» **The task**
Wherever "nodes" occurs in the entries, copy the line that holds it.

Saved entries:
################

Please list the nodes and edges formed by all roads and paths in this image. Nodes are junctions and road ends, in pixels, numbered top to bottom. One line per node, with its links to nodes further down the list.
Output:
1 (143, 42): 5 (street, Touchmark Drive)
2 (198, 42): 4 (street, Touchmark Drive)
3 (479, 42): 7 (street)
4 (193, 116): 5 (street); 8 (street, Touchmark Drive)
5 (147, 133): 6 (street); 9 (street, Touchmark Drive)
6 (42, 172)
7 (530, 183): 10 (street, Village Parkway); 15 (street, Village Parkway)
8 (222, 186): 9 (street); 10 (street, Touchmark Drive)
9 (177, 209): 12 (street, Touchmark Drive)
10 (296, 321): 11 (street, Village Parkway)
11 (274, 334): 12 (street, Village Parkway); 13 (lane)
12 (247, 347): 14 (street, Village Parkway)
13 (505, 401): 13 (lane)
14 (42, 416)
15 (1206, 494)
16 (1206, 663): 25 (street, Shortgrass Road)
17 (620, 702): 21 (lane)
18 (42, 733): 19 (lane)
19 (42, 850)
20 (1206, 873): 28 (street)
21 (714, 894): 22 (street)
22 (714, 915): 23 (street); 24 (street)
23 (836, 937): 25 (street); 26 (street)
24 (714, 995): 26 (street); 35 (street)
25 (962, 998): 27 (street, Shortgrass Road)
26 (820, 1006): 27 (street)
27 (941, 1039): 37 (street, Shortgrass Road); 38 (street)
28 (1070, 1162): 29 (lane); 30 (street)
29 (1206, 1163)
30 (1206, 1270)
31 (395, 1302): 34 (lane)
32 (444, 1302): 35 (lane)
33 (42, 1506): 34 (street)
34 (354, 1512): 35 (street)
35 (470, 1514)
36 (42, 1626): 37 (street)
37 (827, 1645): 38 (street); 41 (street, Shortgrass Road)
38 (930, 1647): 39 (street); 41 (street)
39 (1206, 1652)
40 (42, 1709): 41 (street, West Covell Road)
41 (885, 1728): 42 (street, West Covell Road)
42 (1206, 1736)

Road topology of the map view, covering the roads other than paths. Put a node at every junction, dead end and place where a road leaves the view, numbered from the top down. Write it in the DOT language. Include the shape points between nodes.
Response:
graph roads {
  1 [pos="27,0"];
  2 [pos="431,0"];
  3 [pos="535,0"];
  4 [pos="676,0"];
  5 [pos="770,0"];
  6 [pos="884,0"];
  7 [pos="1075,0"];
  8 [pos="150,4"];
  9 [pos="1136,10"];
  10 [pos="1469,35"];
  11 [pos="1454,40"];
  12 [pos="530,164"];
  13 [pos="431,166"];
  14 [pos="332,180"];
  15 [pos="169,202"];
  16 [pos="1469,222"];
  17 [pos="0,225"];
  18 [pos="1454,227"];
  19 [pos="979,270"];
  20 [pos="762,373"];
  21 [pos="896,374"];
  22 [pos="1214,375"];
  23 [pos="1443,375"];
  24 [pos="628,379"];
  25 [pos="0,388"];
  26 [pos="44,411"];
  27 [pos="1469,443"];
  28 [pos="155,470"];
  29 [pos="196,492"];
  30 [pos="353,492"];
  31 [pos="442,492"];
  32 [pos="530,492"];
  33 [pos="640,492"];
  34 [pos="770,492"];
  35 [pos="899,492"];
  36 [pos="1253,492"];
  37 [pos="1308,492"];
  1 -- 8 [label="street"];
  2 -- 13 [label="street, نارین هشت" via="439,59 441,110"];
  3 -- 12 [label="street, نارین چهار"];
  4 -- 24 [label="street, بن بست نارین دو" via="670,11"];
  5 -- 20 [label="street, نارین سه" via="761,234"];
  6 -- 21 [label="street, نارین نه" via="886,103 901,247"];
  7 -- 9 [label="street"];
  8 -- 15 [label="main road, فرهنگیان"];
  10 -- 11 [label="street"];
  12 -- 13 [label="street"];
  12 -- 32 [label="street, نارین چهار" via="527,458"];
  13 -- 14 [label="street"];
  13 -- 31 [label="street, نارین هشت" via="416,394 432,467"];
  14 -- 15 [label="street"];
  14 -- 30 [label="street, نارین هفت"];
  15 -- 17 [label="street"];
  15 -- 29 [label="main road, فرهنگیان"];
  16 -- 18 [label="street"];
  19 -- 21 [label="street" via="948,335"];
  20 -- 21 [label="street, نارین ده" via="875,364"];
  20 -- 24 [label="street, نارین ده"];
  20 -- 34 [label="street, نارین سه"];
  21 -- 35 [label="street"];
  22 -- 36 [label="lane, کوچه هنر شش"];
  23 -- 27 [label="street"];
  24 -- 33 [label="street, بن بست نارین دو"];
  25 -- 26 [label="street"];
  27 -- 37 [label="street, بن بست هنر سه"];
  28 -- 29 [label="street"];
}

################

» **Task response**
Please list the nodes and edges formed by all roads and paths in this image. Nodes are junctions and road ends, in pixels, numbered top to bottom. One line per node, with its links to nodes further down the list.
Road topology of the map view, covering the roads other than paths. Put a node at every junction, dead end and place where a road leaves the view, numbered from the top down. Write it in the DOT language. Include the shape points between nodes.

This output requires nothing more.